週刊誌より当てになるのが、どれほどの信憑性があるのか分からないが、山田は「明日は休みだし散歩がてらに行ってみようかな」と思った。無神論者の自分からは想像もできない思いつきだ。しかし、今夜の出来事は非現実すぎて、理解するためには神様に頼るしか考えられなくなっていた。

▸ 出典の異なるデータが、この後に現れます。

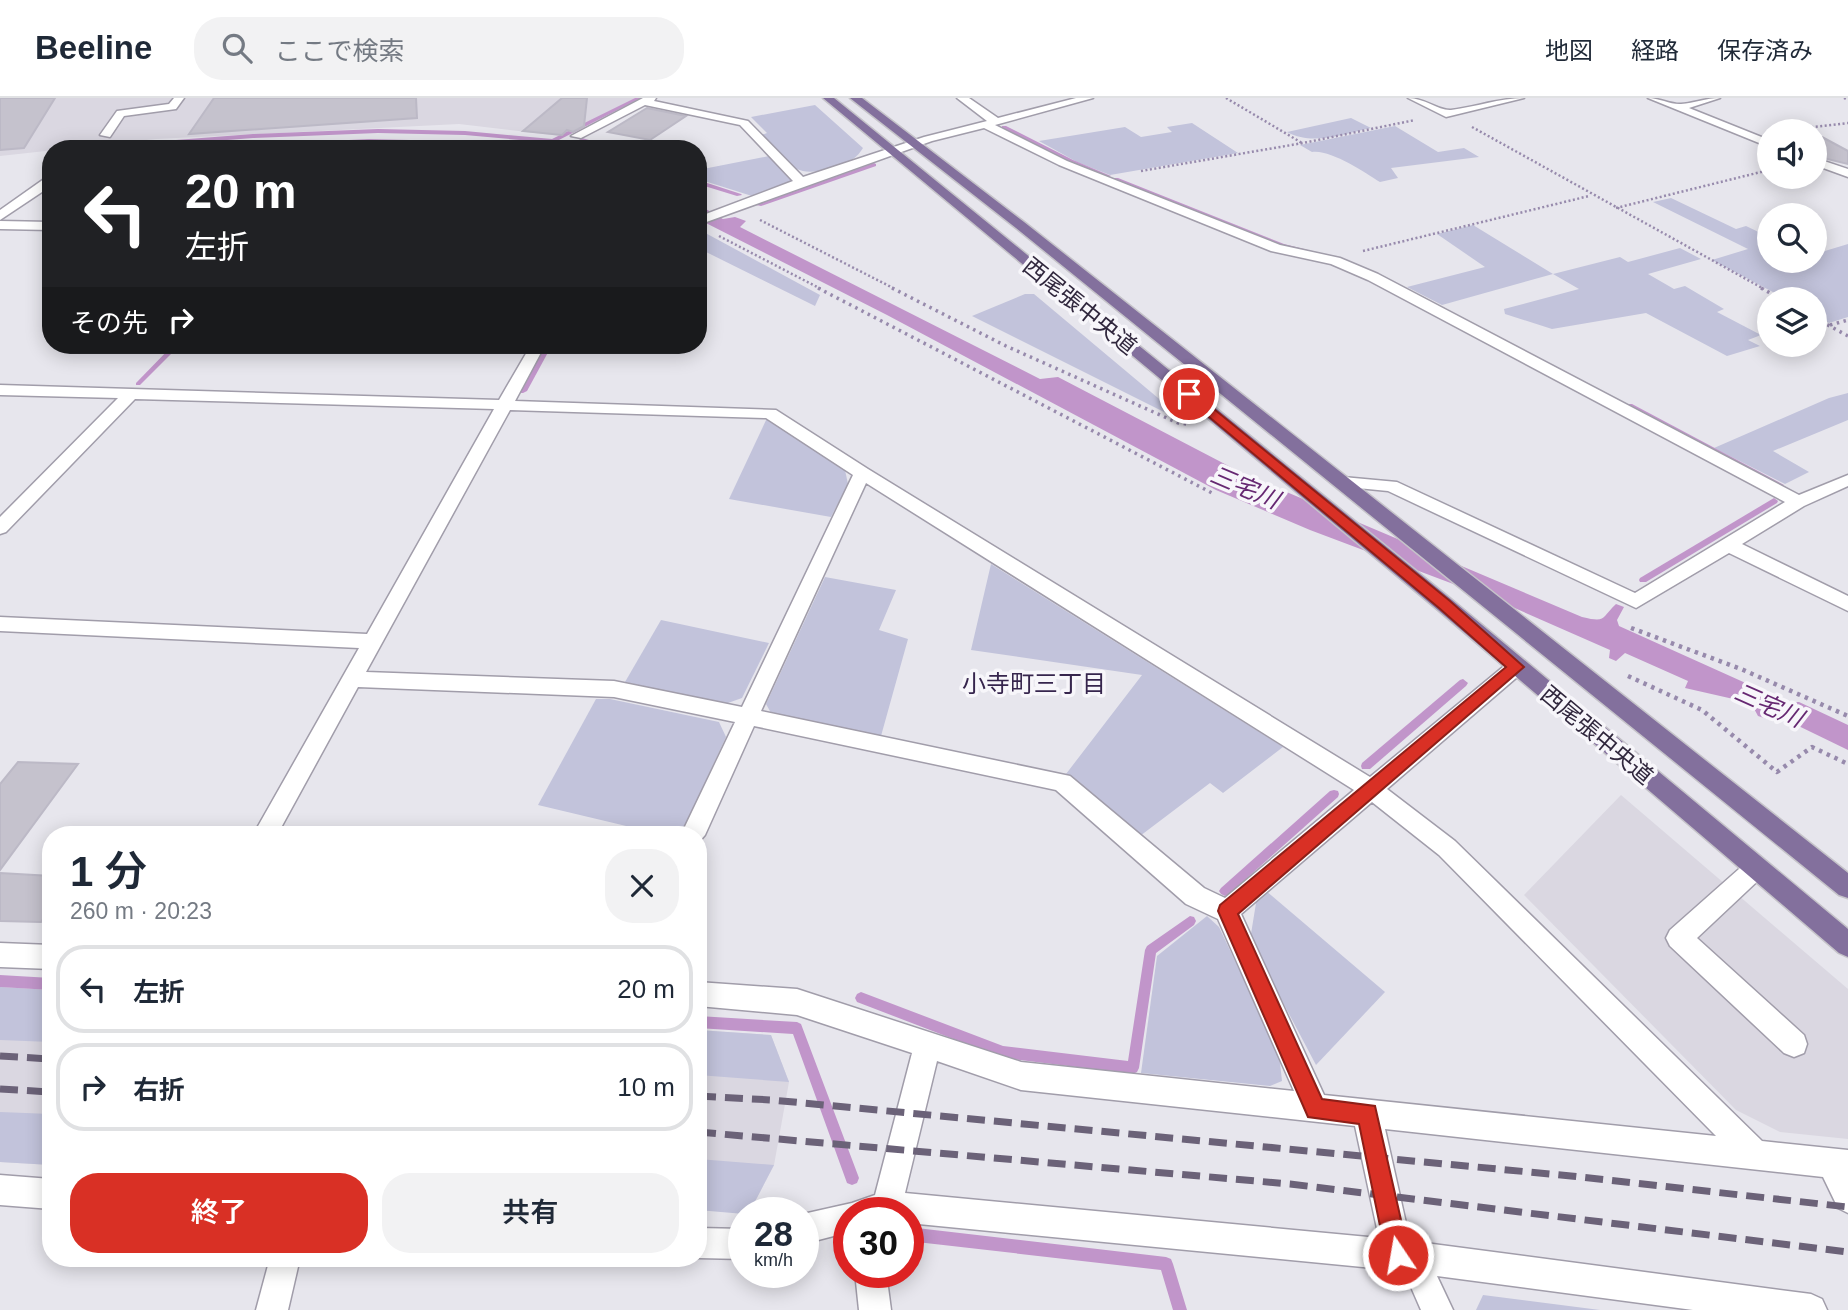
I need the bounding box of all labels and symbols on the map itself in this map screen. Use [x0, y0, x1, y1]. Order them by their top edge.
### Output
street label: 西尾張中央道 [1018, 252, 1142, 360]
pin [1159, 364, 1219, 424]
water label: 三宅川 [1207, 461, 1286, 515]
district label: 小寺町三丁目 [962, 670, 1106, 697]
water label: 三宅川 [1731, 678, 1810, 733]
street label: 西尾張中央道 [1536, 681, 1658, 789]
speed limit sign: 30 [833, 1197, 924, 1288]
position arrow [1361, 1218, 1435, 1292]

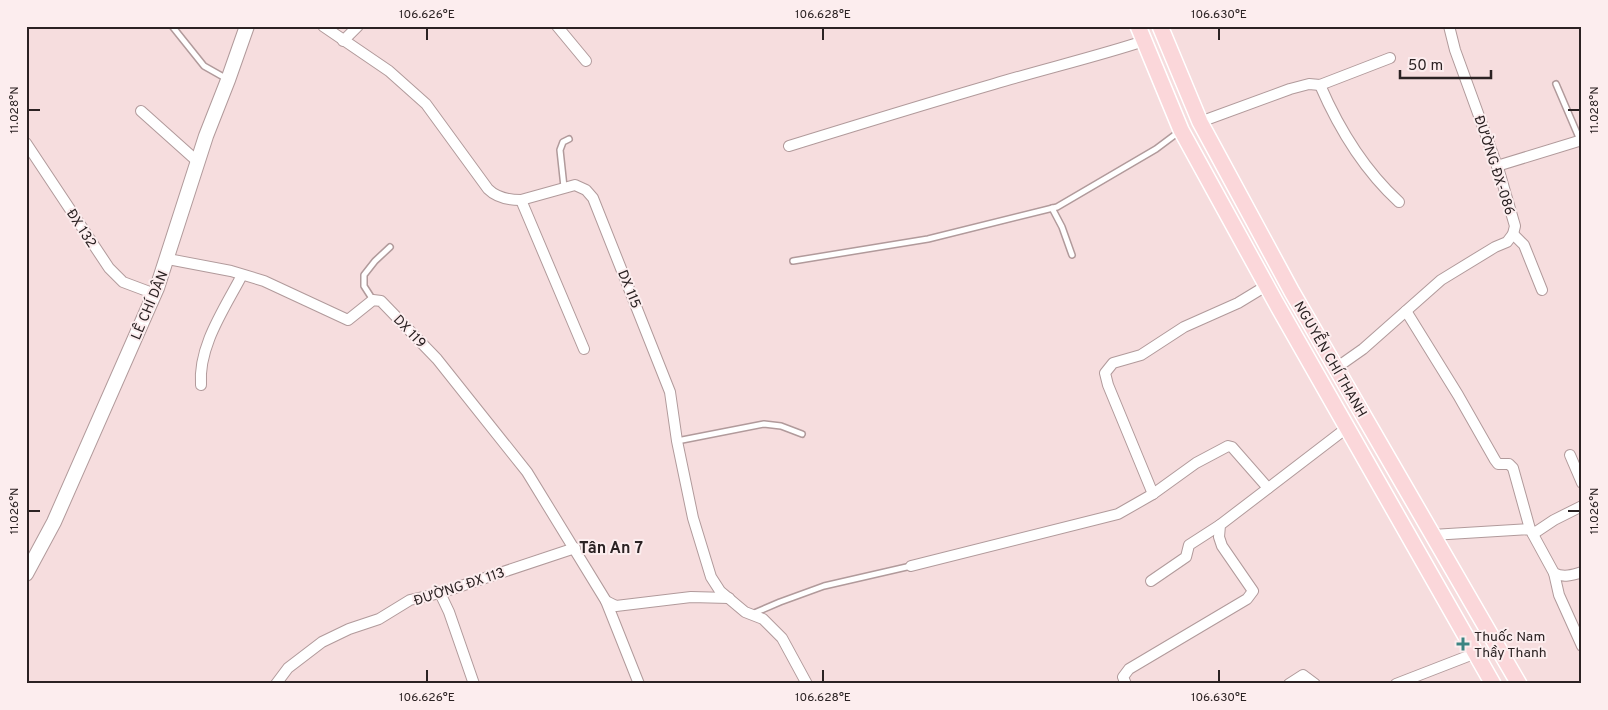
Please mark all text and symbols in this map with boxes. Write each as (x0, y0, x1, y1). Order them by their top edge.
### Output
text: 106.626°E (399, 7, 455, 23)
text: 106.628°E (795, 7, 851, 23)
text: 106.630°E (1191, 7, 1247, 23)
scale bar (1400, 48, 1492, 80)
text: 50 m (1408, 57, 1443, 76)
text: 11.028°N (7, 86, 23, 134)
text: 11.028°N (1587, 86, 1603, 134)
street label: ĐƯỜNG ĐX-086 (1469, 113, 1519, 217)
street label: ĐX 132 (62, 206, 100, 251)
street label: LÊ CHÍ DÂN (127, 268, 173, 343)
street label: DX 115 (613, 268, 644, 311)
street label: NGUYỄN CHÍ THANH (1290, 297, 1372, 421)
street label: DX 119 (389, 312, 429, 352)
text: 11.026°N (7, 487, 23, 535)
text: 11.026°N (1587, 487, 1603, 535)
district label: Tân An 7 (579, 539, 643, 559)
street label: ĐƯỜNG ĐX 113 (411, 564, 507, 610)
place label: Thuốc Nam Thầy Thanh (1474, 629, 1547, 662)
marker: Thuốc Nam Thầy Thanh (1456, 637, 1470, 651)
text: 106.626°E (399, 690, 455, 706)
text: 106.628°E (795, 690, 851, 706)
text: 106.630°E (1191, 690, 1247, 706)

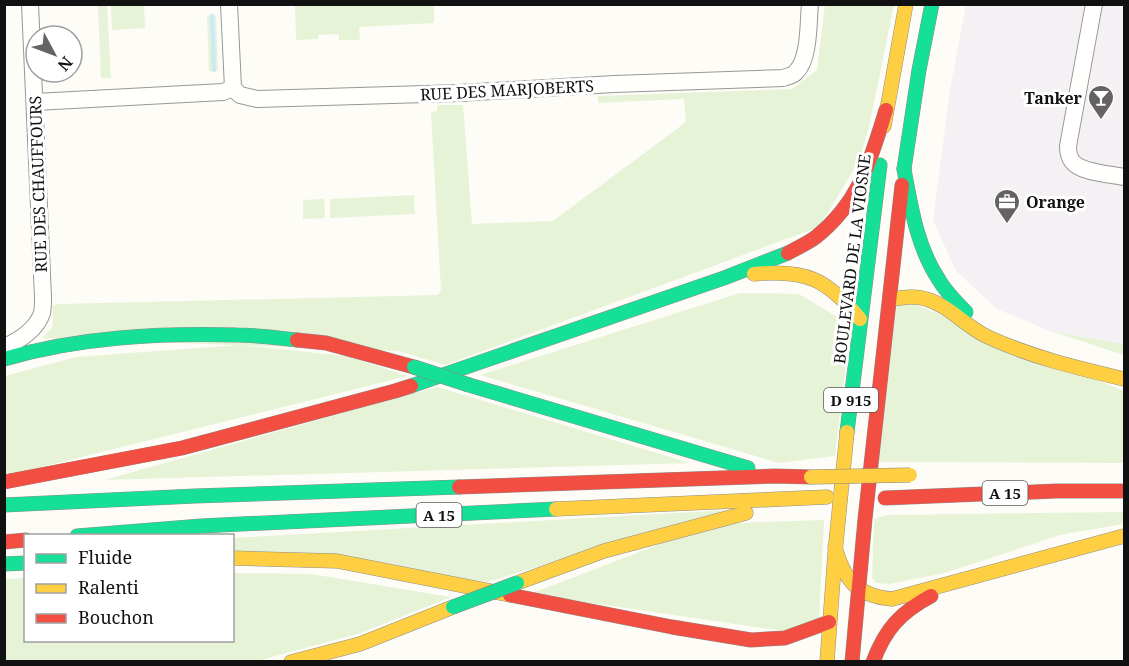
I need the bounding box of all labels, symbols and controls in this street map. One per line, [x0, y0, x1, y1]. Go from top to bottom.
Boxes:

「カシマ神社ね…明日は休みだし、散歩で冷やかしに寄ってみようかな。最近、運が悪いから、お守りの一つでも買おうか。」


「あらあら♪急に目覚めちゃった感じね。もしかしたら、本当にあなたの知らない世界が見えるかもよ。そういえば、織田無双も言ってたじゃない、正直者は霊を見るだっけ…あなた嘘つけないし本当に見えちゃうかもね♪」


「正直者は霊を見るねぇ…俺は宝が見たかったんだけど…ね。」


「えっ、宝くじ?」


「いやっ、何でもない。この豚テキ美味いよ。特にタレが・・・」


「でしょ!特製のタレだもの・・・・」


 この後も、長野の山が噴火したニュース等の話題で盛り上がり、風呂に入って、床に就くまで、山田は今夜の出来事が頭にこびりついて離れなかった。そして、半信半疑だったカシマ神社の噂が気になりだしており、「早く明日になれ」と興奮して眠れない夜を過ごした。







今回の宝物:無し。

装備:なし。


プロフィール

織田無双:過去にテレビ界を席巻させた霊能力者。テレビの出演では、「正直者は霊を見る」をキャッチフレーズに、愛車であるランボルギーニ・ディアブロSE30で登場するのがお決まりであった。

ライバルにギブミー愛子という霊能力者がいる。最近はテレビには一切出ておらず、噂では詐欺説、死亡説、霊界に修行に行った説等、迷惑だが、どこか憎めないオッサンである。